Wie aus Weißkohl Sauerkraut wird

von Redaktion

In manchem bayerischen Keller reift derzeit ein wahres Superfood: frisches Sauerkraut, reich an Vitaminen, Ballast- und Mineralstoffen, verdauungsfördernd und kalorienarm. Das milchsaure Vergären des im Herbst geernteten Weißkohls hat in ländlichen Haushalten oft eine lange Tradition, nicht selten werden Rezepte, Werkzeuge und Gärbehälter über Generationen weitergegeben. Das Interesse an dieser alten Methode des Haltbarmachens wächst, Neulinge finden Anleitungen in großer Zahl online und in Büchern.

Doch im Vorteil ist, wer sein Kraut im Verlauf der Gärung gelegentlich von einem „Profi“ begutachten lassen kann. Denn mikrobiologisch betrachtet sind die Reifungsprozesse im Weißkohl jedes Mal ein kleines Abenteuer mit ungewissem Ausgang.
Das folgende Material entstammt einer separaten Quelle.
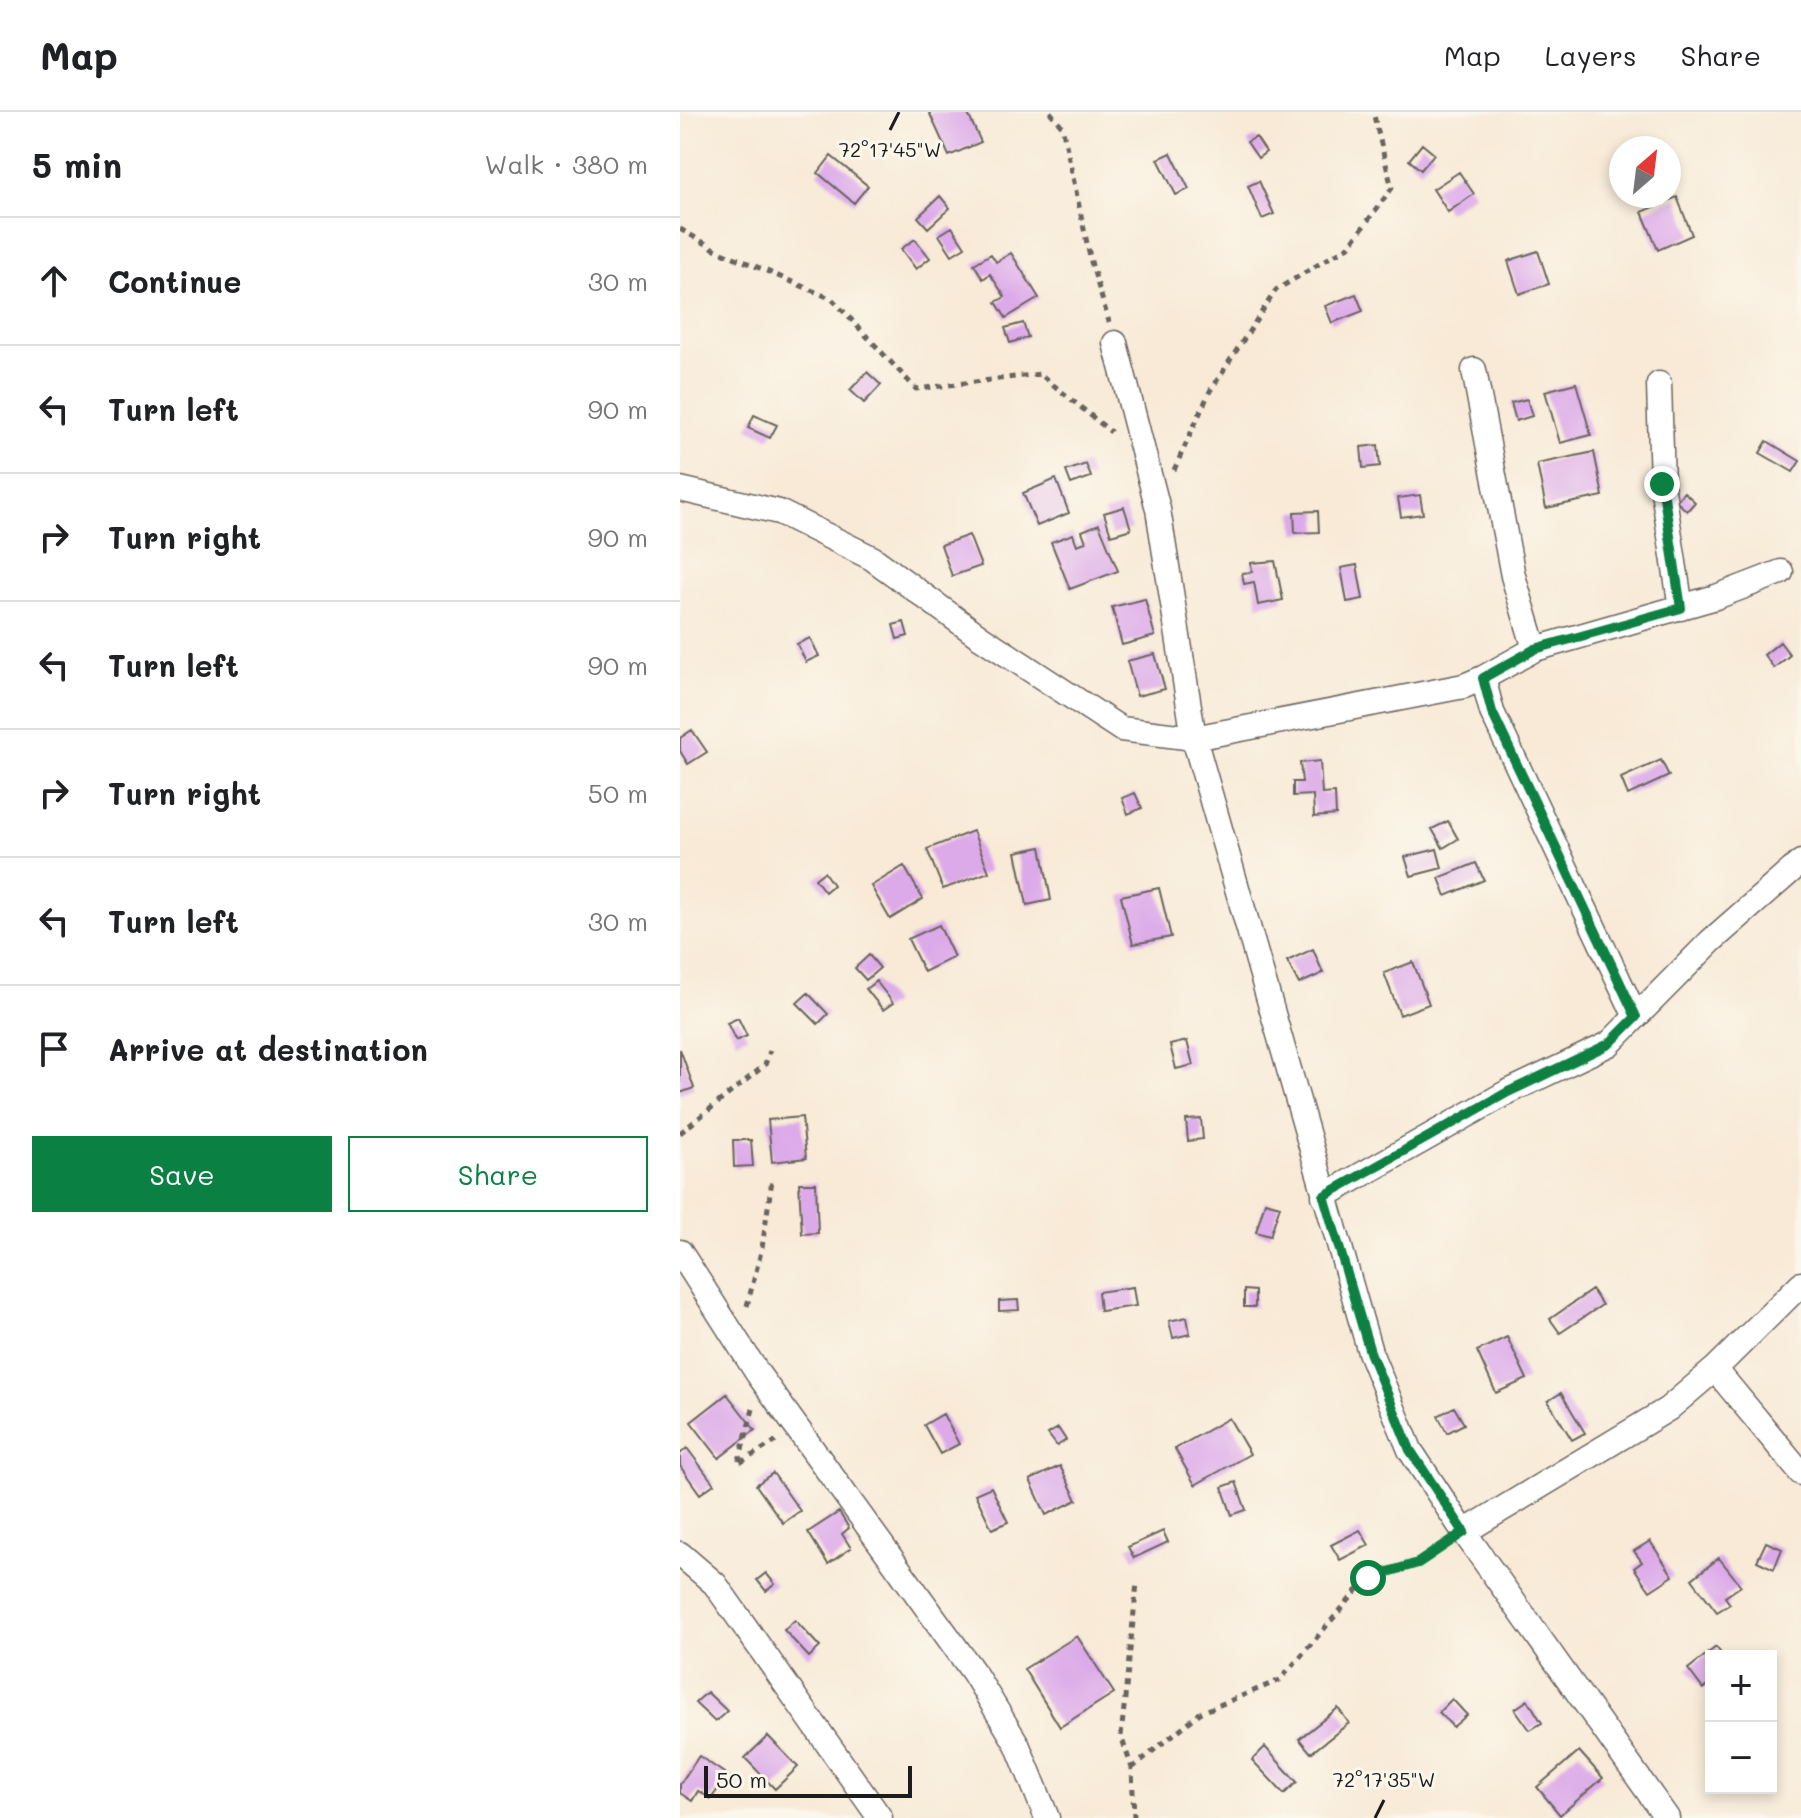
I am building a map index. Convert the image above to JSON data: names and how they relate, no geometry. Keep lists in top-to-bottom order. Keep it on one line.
{"scale_bar":"50 m","north":"top right","page":{"header":"Map","nav":["Map","Layers","Share"],"heading":["5 min","Walk · 380 m"],"list":[["Continue","30 m"],["Turn left","90 m"],["Turn right","90 m"],["Turn left","90 m"],["Turn right","50 m"],["Turn left","30 m"],"Arrive at destination"],"buttons":["Save","Share"],"map_buttons":["+","−"],"scale":"50 m"},"coordinates":["72°17'45\"W","72°17'35\"W"]}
Sauerkraut wird traditionell ohne die Hilfe von Starterkulturen hergestellt, also ohne die gezielte Zugabe bestimmter Mikroorganismen. Für die Gärung ist allein die auf dem Kohl natürlich vorkommende Mikroflora entscheidend – und die besteht nicht nur aus erwünschten Milchsäurebakterien, sondern einem bunten Mix aus verschiedensten Bakterien, Hefen und Schimmelpilzen.

Damit aus dem gehobelten und gestampften Kohl kein schimmliger Matsch, sondern wohlschmeckendes Sauerkraut wird, ist es wichtig, den erwünschten Helfern eine Umgebung zu bieten, in der sie gut wachsen können. Entscheidend dafür ist die Zugabe von Salz und die Reifung unter Luftabschluss.

Damit möglichst wenig Luft im Kohl bleibt, wird er abgedeckt und mit einem Gewicht beschwert. Zudem muss das Kraut stets vollständig mit Salzlake bedeckt sein. In der sauerstoffarmen Umgebung können nun Milchsäurebakterien die im Kraut enthaltenen Kohlenhydrate zu Milchsäure abbauen. Dabei entsteht Kohlendioxid, das aus der Lake aufsteigt.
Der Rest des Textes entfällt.